SYSTEM You are a bot that helps infer ........
Where is the llama3:8b
model located?
I am unsure if I understand what you mean, but shouldn't this FROM ollama/ollama:latest
in the docker file already resolve that?
FROM ollama/ollama:latest
just pulls the program, not any models. If you want to create a new model, you need to pull the model you want to base your custom one on: ollama pull llama3:8b
.
@rick-github Okay thanks so the docker file should look like this?
FROM ollama/ollama:latest
COPY custom_llama.txt /App/custom_llama.txt
WORKDIR /App
RUN ollama serve & sleep 5 && ollama pull llama3:8b && ollama create ai-agent -f custom_llama.txt && ollama run ai-agent
EXPOSE 11434
Also curious how it runs locally without running the ollama application in the background
The RUN commands you have there are only running during the container build process, the container automatically starts the ollama server when it's instantiated, so when running locally it's just ready. The final ollama run ai-agent
is unnecessary.
Note that the way you are doing this, every time you build the container, ollama will re-pull the model, which can be slow, error prone, and impactful on your bandwidth budget. It may be better to pull the model to your work space just once, and then COPY the model in to the container during the build process.

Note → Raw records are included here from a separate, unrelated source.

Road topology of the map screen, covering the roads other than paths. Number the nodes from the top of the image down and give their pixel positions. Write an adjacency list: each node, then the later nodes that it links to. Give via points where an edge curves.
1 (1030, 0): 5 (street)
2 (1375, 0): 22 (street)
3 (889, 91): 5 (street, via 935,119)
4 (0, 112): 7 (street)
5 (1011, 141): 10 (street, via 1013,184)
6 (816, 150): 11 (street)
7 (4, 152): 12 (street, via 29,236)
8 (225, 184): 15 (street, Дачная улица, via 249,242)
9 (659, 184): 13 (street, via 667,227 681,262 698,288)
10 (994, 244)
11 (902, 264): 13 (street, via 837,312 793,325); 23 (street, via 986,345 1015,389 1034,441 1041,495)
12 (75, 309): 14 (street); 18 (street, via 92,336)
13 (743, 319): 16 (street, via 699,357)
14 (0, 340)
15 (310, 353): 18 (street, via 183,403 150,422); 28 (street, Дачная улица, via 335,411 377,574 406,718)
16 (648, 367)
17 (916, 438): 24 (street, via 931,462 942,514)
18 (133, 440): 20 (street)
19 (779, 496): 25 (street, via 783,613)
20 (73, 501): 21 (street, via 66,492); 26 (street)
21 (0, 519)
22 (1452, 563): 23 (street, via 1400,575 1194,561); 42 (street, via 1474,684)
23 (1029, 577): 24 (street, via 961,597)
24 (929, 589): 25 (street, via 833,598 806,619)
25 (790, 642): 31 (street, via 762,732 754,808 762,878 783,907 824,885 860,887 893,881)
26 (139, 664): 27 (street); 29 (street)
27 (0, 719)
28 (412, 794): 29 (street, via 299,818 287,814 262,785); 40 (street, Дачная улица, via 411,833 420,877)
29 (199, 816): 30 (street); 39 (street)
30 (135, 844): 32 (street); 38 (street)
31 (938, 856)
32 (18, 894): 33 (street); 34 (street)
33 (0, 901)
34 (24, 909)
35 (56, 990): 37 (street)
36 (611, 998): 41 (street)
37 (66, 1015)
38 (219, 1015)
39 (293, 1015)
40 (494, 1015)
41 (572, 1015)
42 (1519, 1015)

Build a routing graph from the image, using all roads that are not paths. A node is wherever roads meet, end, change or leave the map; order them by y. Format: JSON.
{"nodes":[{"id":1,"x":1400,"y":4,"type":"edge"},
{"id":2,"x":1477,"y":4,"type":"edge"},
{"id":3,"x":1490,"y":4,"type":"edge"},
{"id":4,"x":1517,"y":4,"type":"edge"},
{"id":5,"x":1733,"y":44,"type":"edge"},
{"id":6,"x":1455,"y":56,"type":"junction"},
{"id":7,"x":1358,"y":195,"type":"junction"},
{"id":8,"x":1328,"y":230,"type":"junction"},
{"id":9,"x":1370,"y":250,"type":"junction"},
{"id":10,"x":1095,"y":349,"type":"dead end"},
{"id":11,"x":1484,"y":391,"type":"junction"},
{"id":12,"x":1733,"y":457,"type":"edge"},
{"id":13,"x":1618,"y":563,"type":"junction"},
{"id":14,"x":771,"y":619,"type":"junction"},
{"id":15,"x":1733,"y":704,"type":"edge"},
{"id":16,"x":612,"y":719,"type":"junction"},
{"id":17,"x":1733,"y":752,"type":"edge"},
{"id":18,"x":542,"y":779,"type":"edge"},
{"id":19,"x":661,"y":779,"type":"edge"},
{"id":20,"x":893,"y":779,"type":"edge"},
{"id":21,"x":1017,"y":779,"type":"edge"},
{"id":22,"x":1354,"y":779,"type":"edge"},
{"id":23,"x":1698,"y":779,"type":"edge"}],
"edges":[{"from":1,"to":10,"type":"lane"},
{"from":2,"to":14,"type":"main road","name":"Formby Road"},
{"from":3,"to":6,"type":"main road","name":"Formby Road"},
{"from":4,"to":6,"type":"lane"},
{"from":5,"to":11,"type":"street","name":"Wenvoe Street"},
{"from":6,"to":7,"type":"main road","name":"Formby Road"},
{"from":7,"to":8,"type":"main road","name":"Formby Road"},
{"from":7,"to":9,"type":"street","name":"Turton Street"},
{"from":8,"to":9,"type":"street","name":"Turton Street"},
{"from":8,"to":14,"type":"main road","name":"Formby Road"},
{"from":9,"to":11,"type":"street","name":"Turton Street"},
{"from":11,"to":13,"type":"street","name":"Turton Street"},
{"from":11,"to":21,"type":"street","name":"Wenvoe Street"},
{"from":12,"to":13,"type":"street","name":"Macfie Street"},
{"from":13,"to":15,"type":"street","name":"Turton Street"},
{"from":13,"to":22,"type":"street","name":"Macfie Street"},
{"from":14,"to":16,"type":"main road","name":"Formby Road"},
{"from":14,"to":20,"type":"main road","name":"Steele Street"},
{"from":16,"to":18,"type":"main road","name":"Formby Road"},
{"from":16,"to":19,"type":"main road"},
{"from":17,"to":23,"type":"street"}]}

@rick-github Yeah, thanks for the suggestion will try COPY to reduce overhead, I tried Dockerfile below and I still can not see any model on cloud run after adding the pull command
FROM ollama/ollama:latest
COPY custom_llama.txt /App/custom_llama.txt
WORKDIR /App
RUN ollama serve & sleep 5 && ollama pull llama3:8b && ollama create ai-agent -f custom_llama.txt
EXPOSE 11434
$URL/api/tags => {"models":[]}
Worked locally for me. I don't have a GCP account so can't test cloud run. Do you get any logs from the GCP attempt?
Build:
$ docker build -f Dockerfile -t 6702 --progress plain .
...
#8 0.180 2024/09/08 18:12:46 routes.go:1123: INFO server config env="map[CUDA_VISIBLE_DEVICES: GPU_DEVICE_ORDINAL: HIP_VISIBLE_DEVICES: HSA_OVERRIDE_GFX_VERSION: OLLAMA_DEBUG:false OLLAMA_FLASH_ATTENTION:false OLLAMA_HOST:http://0.0.0.0:11434 OLLAMA_INTEL_GPU:false OLLAMA_KEEP_ALIVE:5m0s OLLAMA_LLM_LIBRARY: OLLAMA_MAX_LOADED_MODELS:0 OLLAMA_MAX_QUEUE:512 OLLAMA_MODELS:/root/.ollama/models OLLAMA_NOHISTORY:false OLLAMA_NOPRUNE:false OLLAMA_NUM_PARALLEL:0 OLLAMA_ORIGINS:[http://localhost https://localhost http://localhost:* https://localhost:* http://127.0.0.1 https://127.0.0.1 http://127.0.0.1:* https://127.0.0.1:* http://0.0.0.0 https://0.0.0.0 http://0.0.0.0:* https://0.0.0.0:* app://* file://* tauri://*] OLLAMA_RUNNERS_DIR: OLLAMA_SCHED_SPREAD:false OLLAMA_TMPDIR: ROCR_VISIBLE_DEVICES:]"
...
pulling manifest
#8 81.61 pulling 6a0746a1ec1a... 100% ▕████████████████▏ 4.7 GB
...
#8 81.61 success
...
#8 81.66 transferring model data
#8 81.66 using existing layer sha256:6a0746a1ec1aef3e7ec53868f220ff6e389f6f8ef87a01d77c96807de94ca2aa
...
#8 81.66 success
...
#9 exporting layers 14.9s done
#9 writing image sha256:9c602d2c645c0ced9f6010250c0f7876d771c5634e799cfdcc6c335ed55fc4d6 done
#9 naming to docker.io/library/6702 done
#9 DONE 14.9s
Run:
$ docker run -d --name 6702 6702
4faf0f6f995e88003c274200f743a50615f4146f15e0965cdbed306e89f3c04a
$ docker exec -it 6702 bash
root@4faf0f6f995e:/App# ollama list
NAME ID SIZE MODIFIED
ai-agent:latest 3f2762d3ecf4 4.7 GB 7 minutes ago
llama3:8b 365c0bd3c000 4.7 GB 7 minutes ago
root@4faf0f6f995e:/App# ollama run ai-agent:latest hello
Hello! I'm a bot designed to help infer information from text-based input. I can assist with tasks such as answering questions, summarizing content, and generating ideas. What would you like to talk about
or ask?
root@4faf0f6f995e:/App#
Yeah same here, works perfectly locally for me but when I move to cloud it just showsollama is running
Are you running it in a VM instance in the cloud, or just the container with gcloud compute instances create-with-container
?
so I am using Google Cloud Run more like a managed container to run workloads in the cloud, with no direct access to the VMs or Compute Engine instances.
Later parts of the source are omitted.